North-West University

Supervisor:

Mr AF van der Merwe

Assistant-supervisor:

Prof KR Uren

Assistant-supervisor:

Prof G van Schoor

Graduation ceremony: May 2019

Student number: 23603844

(2)

ii

Acknowledgements

“Many are the plans in a man’s heart, but it is the Lord’s purpose that prevails.” – Proverbs 19:21

Firstly, I thank God for the intellectual ability, patience and strength to have been able to finish this journey He has chosen for me.

I thank Omnia Holdings LTD as our industry partner for the financial support they have given to me throughout my master’s degree. A big thank you to the research and development team for assistance and guidance as well as to the production team, for giving me the opportunity to obtain data from the granulation plant. Thank you to the quality control laboratory for the permission to conduct analytical analyses using their equipment.

I thank the North West University, Potchefstroom campus, for giving me the opportunity to complete my master’s degree. In that capacity, I thank the following people for their guidance and assistance:

 Mr Frikkie van der Merwe as my study leader, you have guided me to be a better chemical engineer as well as researcher and I will always be thankful for that

 Prof Kenny Uren, for your mentorship throughout my study

 Prof George van Schoor, for your mentorship throughout my study

 Tammarin Oelofse for assisting in the validation of selectivity variables

 Zandré Broodryk for assisting in sampling for data acquisition

Last, but not least, I thank my family and friends for the love and support they have given to me in this journey. You have been my pillar of strength when I needed it most.

(3)

iii

Abstract

A model for the inference measurement of the selectivity variables of an ammonium nitrate fluidised bed granulator was investigated. Fluidised bed granulators are complex due to numerous processes occurring in one vessel and can thus be challenging to control. Previous studies have shown that there is no statistical significant relation between the input (operational) parameters and the selectivity (quality) variables of the fluidised bed granulator, therefore the use of artificial neural networks to estimate the selectivity variables was investigated.
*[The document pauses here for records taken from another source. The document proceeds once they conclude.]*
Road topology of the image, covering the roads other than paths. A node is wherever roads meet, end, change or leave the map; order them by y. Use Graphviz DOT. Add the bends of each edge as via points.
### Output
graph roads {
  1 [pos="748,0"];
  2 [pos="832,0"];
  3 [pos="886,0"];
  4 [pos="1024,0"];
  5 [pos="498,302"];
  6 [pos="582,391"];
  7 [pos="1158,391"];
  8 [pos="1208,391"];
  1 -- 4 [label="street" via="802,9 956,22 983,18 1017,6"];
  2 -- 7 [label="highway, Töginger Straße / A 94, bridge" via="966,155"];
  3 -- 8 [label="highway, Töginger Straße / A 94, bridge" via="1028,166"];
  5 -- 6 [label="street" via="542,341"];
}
The objectives of the study included confirming that the selectivity variables are measured adequately and that the results of the measurements can be trusted as well as the evaluation of artificial neural network configurations as predictive models for the selectivity variables.

The selectivity variables investigated are porosity and sphericity of the ammonium nitrate product granules. The porosity measurement used by the industry partner, namely the oil absorption technique, was compared to a newly developed technique called the optical porosity measurement technique to ensure the results are credible and repeatable. The correlation between the two techniques was satisfactory, with a coefficient of determination of 0.92 and a mean absolute error of 12.7 %. The high absolute error was due to the difference in the calculations of the two techniques; the oil absorption technique calculates the porosity of the particle based on a mass of oil absorbed whereas the optical porosity measurement technique calculates porosity based on the volume of the pores. The sphericity measurement technique was tested for repeatability of the technique and it was found that the results did not vary significantly when samples were analysed multiple times.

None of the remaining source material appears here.